Niech to dobrze wsiąknie. 5,25 miliona euro.
Za 33 mecze. Jedno spotkanie z Santosem na ławce wyceniono więc na 160 tysięcy euro.
Trudno to dalej przeliczać na godziny czy minuty, bo coś podejrzewamy, że poza zgrupowaniami Portugalczyk nie za wiele pracował na rzecz Polski czy kadry Azerbejdżanu. W Turcji też nie mieli o jego pracowitości specjalnie dobrego zdania. Przeliczmy więc jeszcze na punkty, nawet jeśli po drodze trafiły się mecze towarzyskie, je też wciśniemy w te rozważania, niech zna Santos naszą dobroć:
- reprezentacja Azerbejdżanu – 2 punkty – milion euro za punkt;
- Besiktas – 25 punktów – 50 tysięcy za punkt;
- reprezentacja Polski – 9 punktów – ok. 220 tysięcy za punkt.

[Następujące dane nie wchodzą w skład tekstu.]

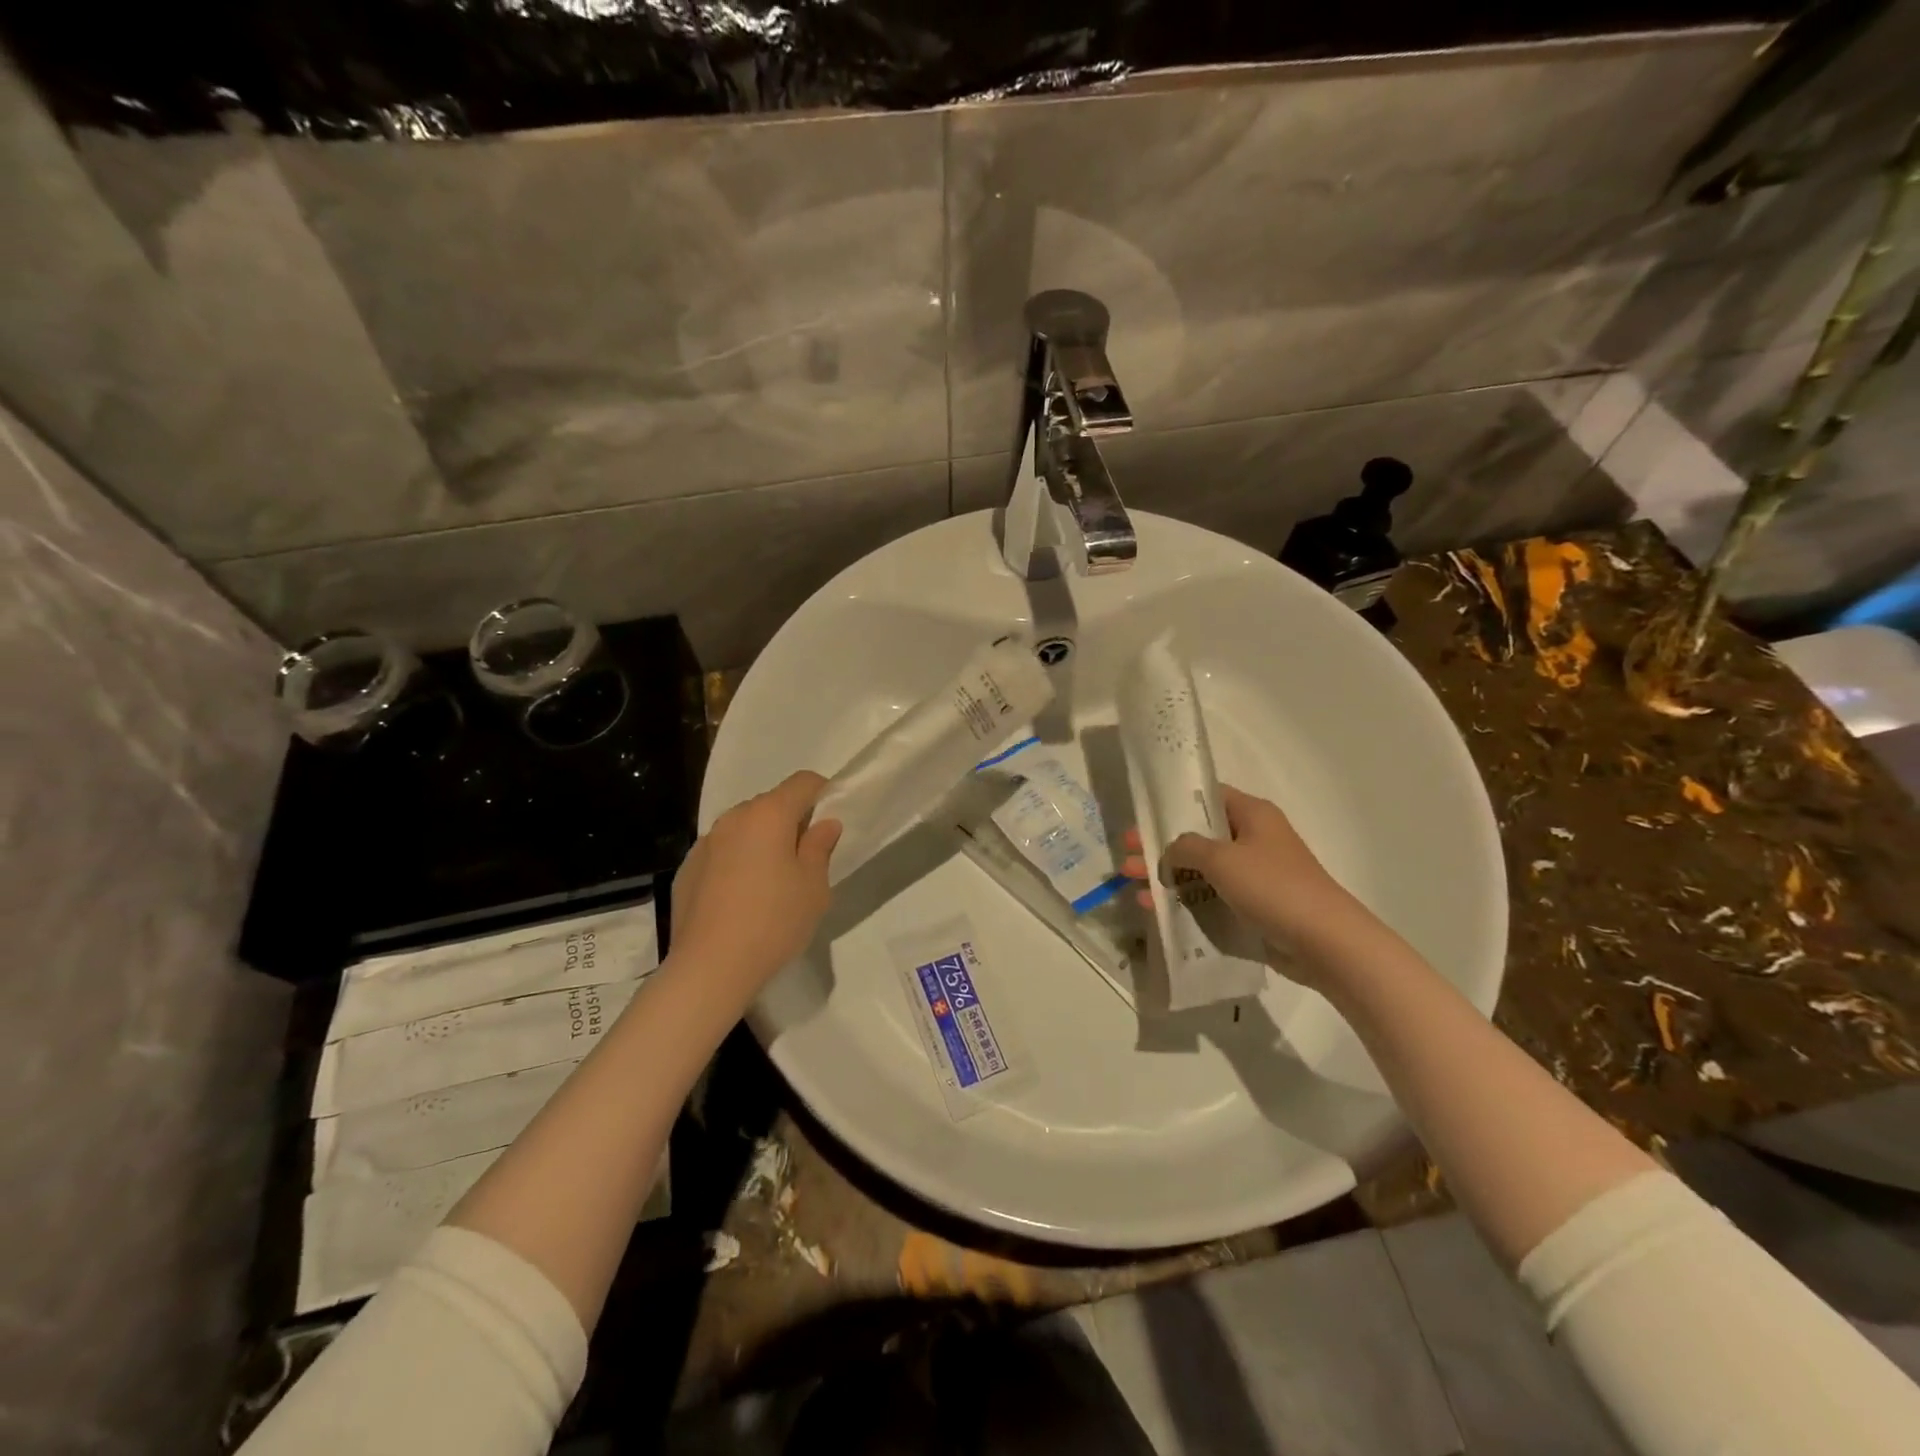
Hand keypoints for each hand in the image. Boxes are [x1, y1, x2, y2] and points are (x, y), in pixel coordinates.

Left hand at [668, 771, 841, 1001]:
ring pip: (744, 828)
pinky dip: (736, 862)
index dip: (823, 794)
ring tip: (771, 882)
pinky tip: (740, 899)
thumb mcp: (814, 887)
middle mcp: (733, 818)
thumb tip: (824, 824)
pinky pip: (721, 852)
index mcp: (769, 815)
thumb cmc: (774, 921)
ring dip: (761, 842)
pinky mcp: (687, 869)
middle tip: (805, 859)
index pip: (802, 782)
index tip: (830, 824)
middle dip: (791, 821)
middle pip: (771, 804)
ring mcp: (705, 843)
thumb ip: (820, 848)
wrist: (709, 968)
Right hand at [1121, 784, 1354, 959]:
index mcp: (1252, 814)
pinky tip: (1156, 910)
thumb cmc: (1273, 887)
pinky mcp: (1253, 907)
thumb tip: (1170, 851)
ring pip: (1201, 870)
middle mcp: (1253, 839)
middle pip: (1197, 836)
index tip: (1142, 816)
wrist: (1325, 943)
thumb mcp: (1221, 859)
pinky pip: (1211, 897)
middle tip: (1126, 854)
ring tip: (1132, 886)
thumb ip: (1186, 848)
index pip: (1207, 797)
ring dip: (1167, 877)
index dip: (1173, 804)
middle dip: (1160, 847)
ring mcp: (1254, 875)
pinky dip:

Żal Azerów, żal Polaków, żal też Turków, bo przecież w piłce klubowej gra się więcej spotkań, a chłopa utrzymywali w sumie tak samo długo jak Azerowie. Żal też nam będzie Panathinaikosu, więc apelujemy – koledzy Grecy, jeśli coś jest na rzeczy, nie idźcie tą drogą!